> _WHAT NEEDS TO BE DONE_
Pull each line holding the word "down" from the data.

> _GIVEN RECORDS_
[Start of section]

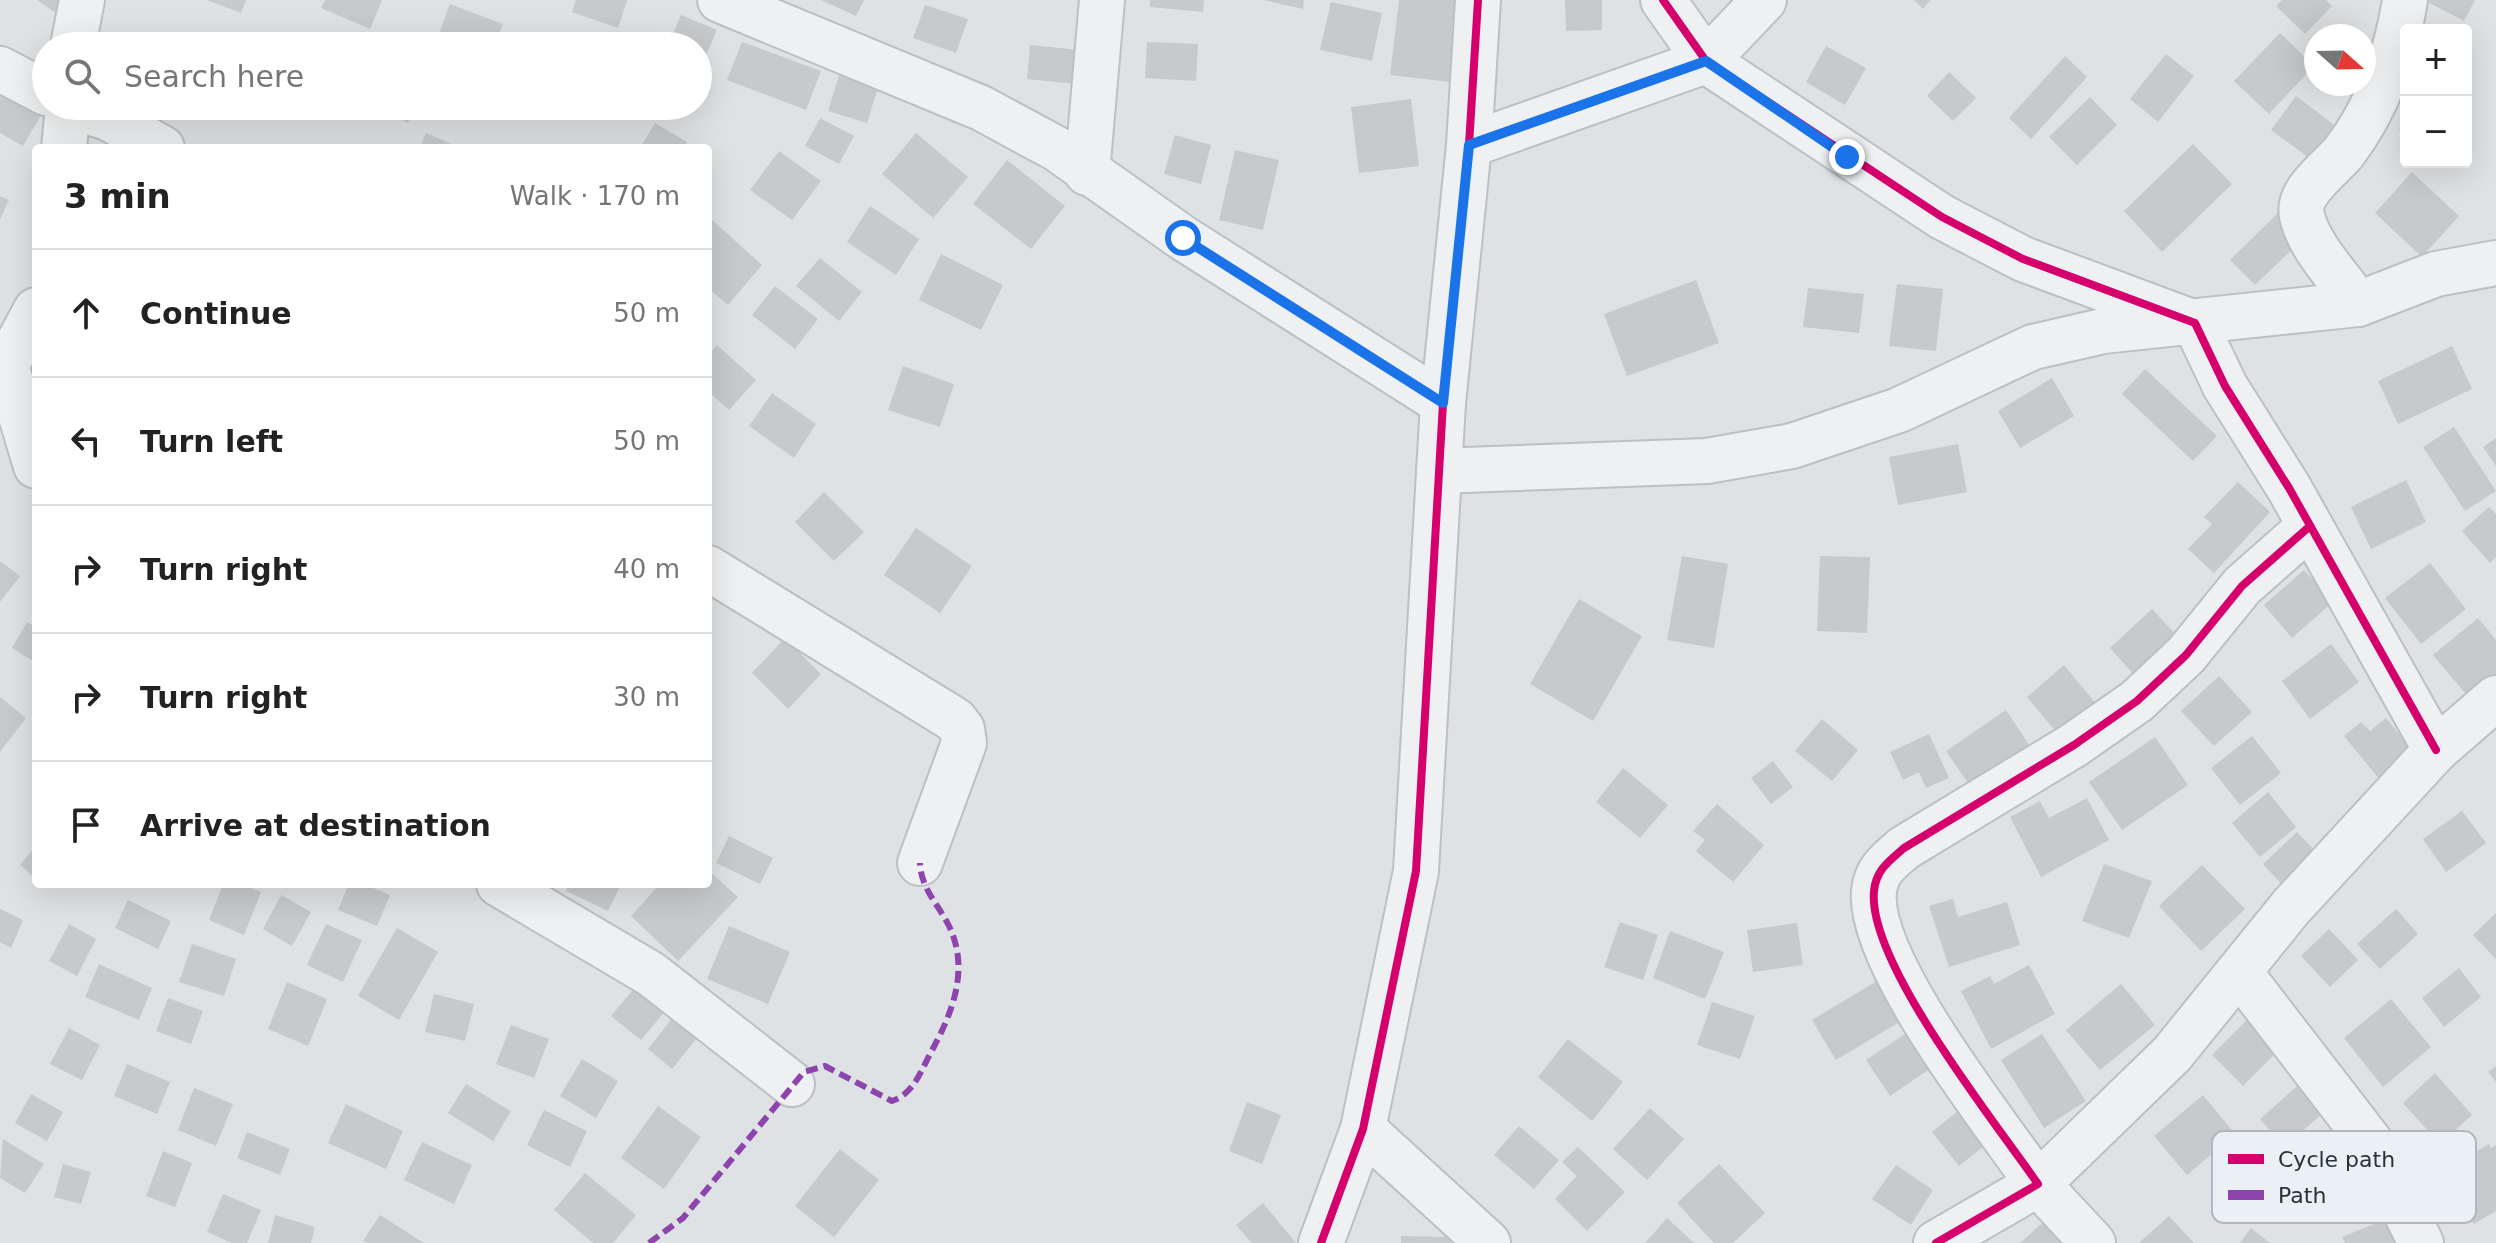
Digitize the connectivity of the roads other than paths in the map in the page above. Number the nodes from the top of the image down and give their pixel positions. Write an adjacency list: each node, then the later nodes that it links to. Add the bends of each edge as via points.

[End of section]
[Start of section]

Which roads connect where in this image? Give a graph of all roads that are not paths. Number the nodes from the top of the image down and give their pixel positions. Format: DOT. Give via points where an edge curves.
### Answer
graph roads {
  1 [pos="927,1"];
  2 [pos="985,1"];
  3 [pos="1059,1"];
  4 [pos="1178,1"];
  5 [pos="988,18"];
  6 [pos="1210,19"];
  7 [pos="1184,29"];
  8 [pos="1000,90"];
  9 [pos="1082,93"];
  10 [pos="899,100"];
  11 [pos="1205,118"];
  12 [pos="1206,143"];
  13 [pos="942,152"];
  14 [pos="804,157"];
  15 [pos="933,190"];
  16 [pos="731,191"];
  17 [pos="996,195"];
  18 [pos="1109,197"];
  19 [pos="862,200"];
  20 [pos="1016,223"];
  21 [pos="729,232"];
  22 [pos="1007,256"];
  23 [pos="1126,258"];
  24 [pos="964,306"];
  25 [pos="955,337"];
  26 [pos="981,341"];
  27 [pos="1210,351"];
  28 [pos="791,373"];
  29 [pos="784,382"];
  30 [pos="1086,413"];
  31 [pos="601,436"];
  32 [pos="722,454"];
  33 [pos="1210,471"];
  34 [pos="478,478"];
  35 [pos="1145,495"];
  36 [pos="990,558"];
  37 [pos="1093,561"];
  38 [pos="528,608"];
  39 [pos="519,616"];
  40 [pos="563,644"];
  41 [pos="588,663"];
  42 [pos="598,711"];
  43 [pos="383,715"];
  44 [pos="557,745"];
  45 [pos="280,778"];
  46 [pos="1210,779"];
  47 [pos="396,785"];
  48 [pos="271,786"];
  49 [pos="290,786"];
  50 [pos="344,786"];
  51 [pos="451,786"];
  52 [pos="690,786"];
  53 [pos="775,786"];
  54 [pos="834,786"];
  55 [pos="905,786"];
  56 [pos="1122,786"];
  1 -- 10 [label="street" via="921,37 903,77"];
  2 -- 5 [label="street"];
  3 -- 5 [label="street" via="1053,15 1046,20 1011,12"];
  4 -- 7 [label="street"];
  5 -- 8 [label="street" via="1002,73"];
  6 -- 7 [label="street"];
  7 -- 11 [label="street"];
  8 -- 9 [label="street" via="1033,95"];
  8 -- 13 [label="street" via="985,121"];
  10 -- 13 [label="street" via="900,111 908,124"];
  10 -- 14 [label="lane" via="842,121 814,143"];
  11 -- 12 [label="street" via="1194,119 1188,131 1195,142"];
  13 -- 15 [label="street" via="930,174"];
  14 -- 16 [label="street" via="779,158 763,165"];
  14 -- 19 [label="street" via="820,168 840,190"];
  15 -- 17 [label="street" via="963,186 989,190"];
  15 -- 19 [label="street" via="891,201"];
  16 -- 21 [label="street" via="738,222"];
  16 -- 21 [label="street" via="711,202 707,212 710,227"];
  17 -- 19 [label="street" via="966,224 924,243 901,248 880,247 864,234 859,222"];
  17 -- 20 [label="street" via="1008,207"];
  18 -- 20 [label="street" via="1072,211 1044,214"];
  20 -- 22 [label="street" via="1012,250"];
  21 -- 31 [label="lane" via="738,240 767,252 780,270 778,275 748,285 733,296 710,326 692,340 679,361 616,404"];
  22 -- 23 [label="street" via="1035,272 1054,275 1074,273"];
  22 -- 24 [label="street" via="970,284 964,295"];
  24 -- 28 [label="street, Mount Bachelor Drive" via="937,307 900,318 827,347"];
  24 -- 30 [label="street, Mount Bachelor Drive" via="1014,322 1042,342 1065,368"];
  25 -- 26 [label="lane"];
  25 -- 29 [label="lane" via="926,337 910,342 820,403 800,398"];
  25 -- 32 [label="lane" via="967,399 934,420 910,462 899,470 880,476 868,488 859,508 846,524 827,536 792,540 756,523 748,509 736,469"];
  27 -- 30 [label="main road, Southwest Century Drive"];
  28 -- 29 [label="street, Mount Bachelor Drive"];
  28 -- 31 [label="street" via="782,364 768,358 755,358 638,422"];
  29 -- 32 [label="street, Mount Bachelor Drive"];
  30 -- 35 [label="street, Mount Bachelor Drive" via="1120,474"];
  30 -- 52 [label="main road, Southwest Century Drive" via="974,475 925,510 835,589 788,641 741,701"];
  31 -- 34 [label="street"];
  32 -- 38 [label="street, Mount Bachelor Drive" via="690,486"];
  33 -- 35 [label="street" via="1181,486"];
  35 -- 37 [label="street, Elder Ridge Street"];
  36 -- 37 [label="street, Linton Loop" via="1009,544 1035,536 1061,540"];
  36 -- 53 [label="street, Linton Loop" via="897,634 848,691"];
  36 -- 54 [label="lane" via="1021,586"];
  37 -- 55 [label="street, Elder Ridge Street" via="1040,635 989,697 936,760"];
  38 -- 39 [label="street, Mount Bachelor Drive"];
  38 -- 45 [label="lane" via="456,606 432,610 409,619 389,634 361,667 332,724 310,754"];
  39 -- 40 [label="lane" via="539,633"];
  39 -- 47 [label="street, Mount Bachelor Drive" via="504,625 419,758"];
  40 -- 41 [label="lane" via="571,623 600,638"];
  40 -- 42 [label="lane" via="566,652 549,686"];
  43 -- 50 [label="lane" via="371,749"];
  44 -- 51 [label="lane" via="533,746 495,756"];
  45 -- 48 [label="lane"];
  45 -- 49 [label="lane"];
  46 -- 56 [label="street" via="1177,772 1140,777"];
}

[End of section]

> _THE COMPLETED TASK_
Digitize the connectivity of the roads other than paths in the map in the page above. Number the nodes from the top of the image down and give their pixel positions. Write an adjacency list: each node, then the later nodes that it links to. Add the bends of each edge as via points.
Which roads connect where in this image? Give a graph of all roads that are not paths. Number the nodes from the top of the image down and give their pixel positions. Format: DOT. Give via points where an edge curves.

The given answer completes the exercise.